— Task to complete —
Below are entries to be transcribed exactly; exclude the pictures from the copy.

(Dataset excerpts begins)

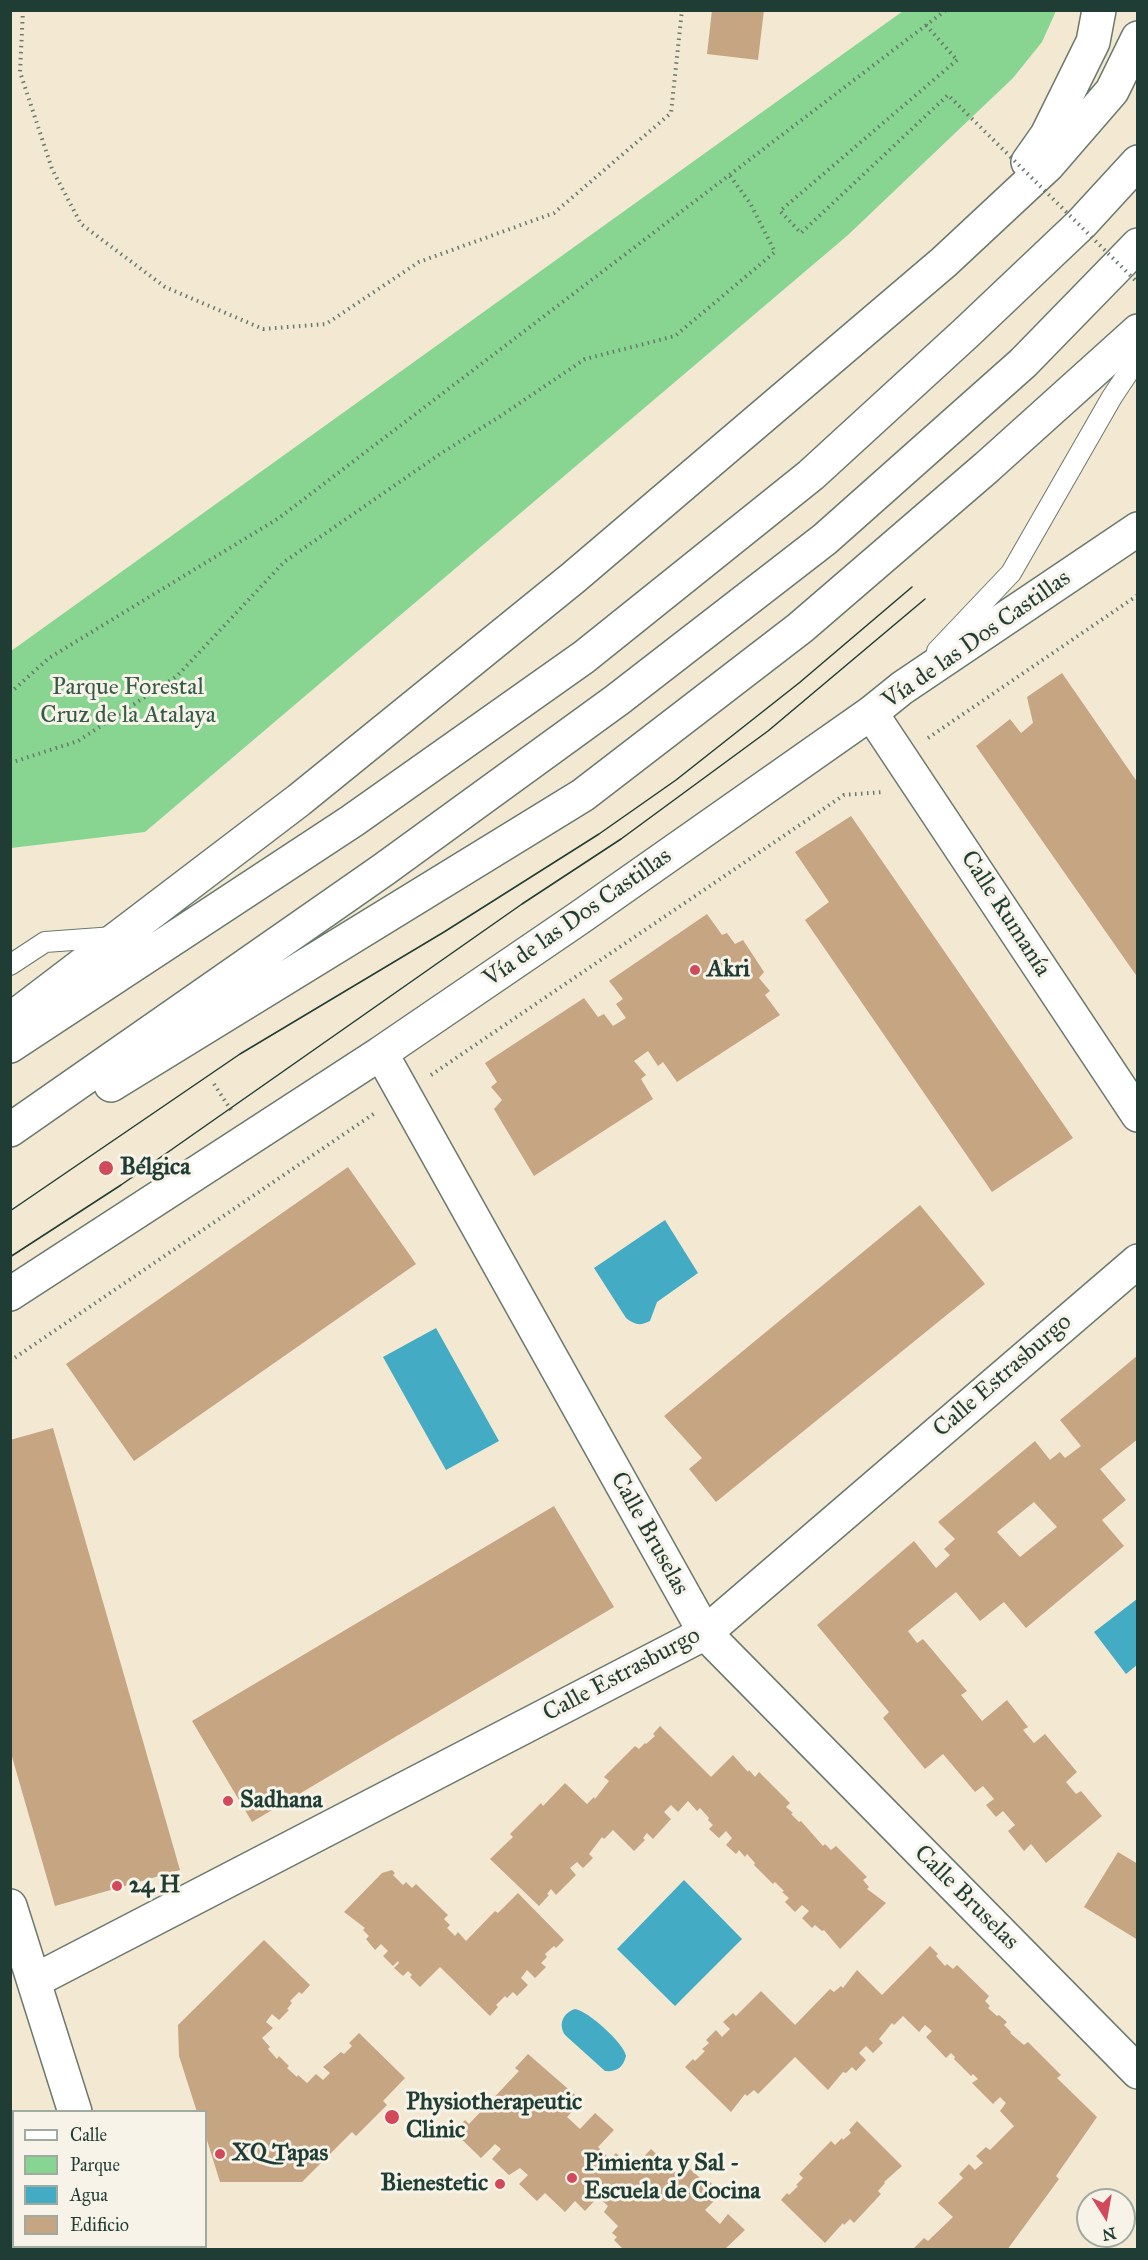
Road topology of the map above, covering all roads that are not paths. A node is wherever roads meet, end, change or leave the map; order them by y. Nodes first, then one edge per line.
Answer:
1 (1099, 10) edge
2 (1137, 38) edge
3 (1137, 162) edge
4 (981, 227) junction
5 (1137, 245) edge
6 (1137, 331) edge
7 (1137, 358) edge
8 (1137, 529) edge
9 (902, 688) junction
10 (871, 713) junction
11 (119, 937) junction
12 (10, 965) edge
13 (10, 1020) edge
14 (10, 1046) edge
15 (381, 1053) junction
16 (1137, 1115) edge
17 (10, 1130) edge
18 (10, 1148) edge
19 (1137, 1261) edge
20 (10, 1294) edge
21 (705, 1633) junction
22 (10, 1906) edge
23 (34, 1982) junction
24 (1137, 2072) edge
25 (74, 2110) edge

1 - 4 main road
2 - 4 main road
3 - 14 main road
4 - 11 main road
5 - 17 main road
6 - 18 main road
7 - 9 lane
8 - 9 main road, Vía de las Dos Castillas
9 - 10 main road, Vía de las Dos Castillas
10 - 15 main road, Vía de las Dos Castillas
10 - 16 main road, Calle Rumanía
11 - 12 lane
11 - 13 main road
15 - 20 main road, Vía de las Dos Castillas
15 - 21 main road, Calle Bruselas
19 - 21 main road, Calle Estrasburgo
21 - 23 main road, Calle Estrasburgo
21 - 24 main road, Calle Bruselas
22 - 23 main road
23 - 25 main road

(Dataset excerpts ends)

— Response to the task —
Road topology of the map above, covering all roads that are not paths. A node is wherever roads meet, end, change or leave the map; order them by y. Nodes first, then one edge per line.
Answer:
1 (1099, 10) edge
2 (1137, 38) edge
3 (1137, 162) edge
4 (981, 227) junction
5 (1137, 245) edge
6 (1137, 331) edge
7 (1137, 358) edge
8 (1137, 529) edge
9 (902, 688) junction
10 (871, 713) junction
11 (119, 937) junction
12 (10, 965) edge
13 (10, 1020) edge
14 (10, 1046) edge
15 (381, 1053) junction
16 (1137, 1115) edge
17 (10, 1130) edge
18 (10, 1148) edge
19 (1137, 1261) edge
20 (10, 1294) edge
21 (705, 1633) junction
22 (10, 1906) edge
23 (34, 1982) junction
24 (1137, 2072) edge
25 (74, 2110) edge

1 - 4 main road
2 - 4 main road
3 - 14 main road
4 - 11 main road
5 - 17 main road
6 - 18 main road
7 - 9 lane
8 - 9 main road, Vía de las Dos Castillas
9 - 10 main road, Vía de las Dos Castillas
10 - 15 main road, Vía de las Dos Castillas
10 - 16 main road, Calle Rumanía
11 - 12 lane
11 - 13 main road
15 - 20 main road, Vía de las Dos Castillas
15 - 21 main road, Calle Bruselas
19 - 21 main road, Calle Estrasburgo
21 - 23 main road, Calle Estrasburgo
21 - 24 main road, Calle Bruselas
22 - 23 main road
23 - 25 main road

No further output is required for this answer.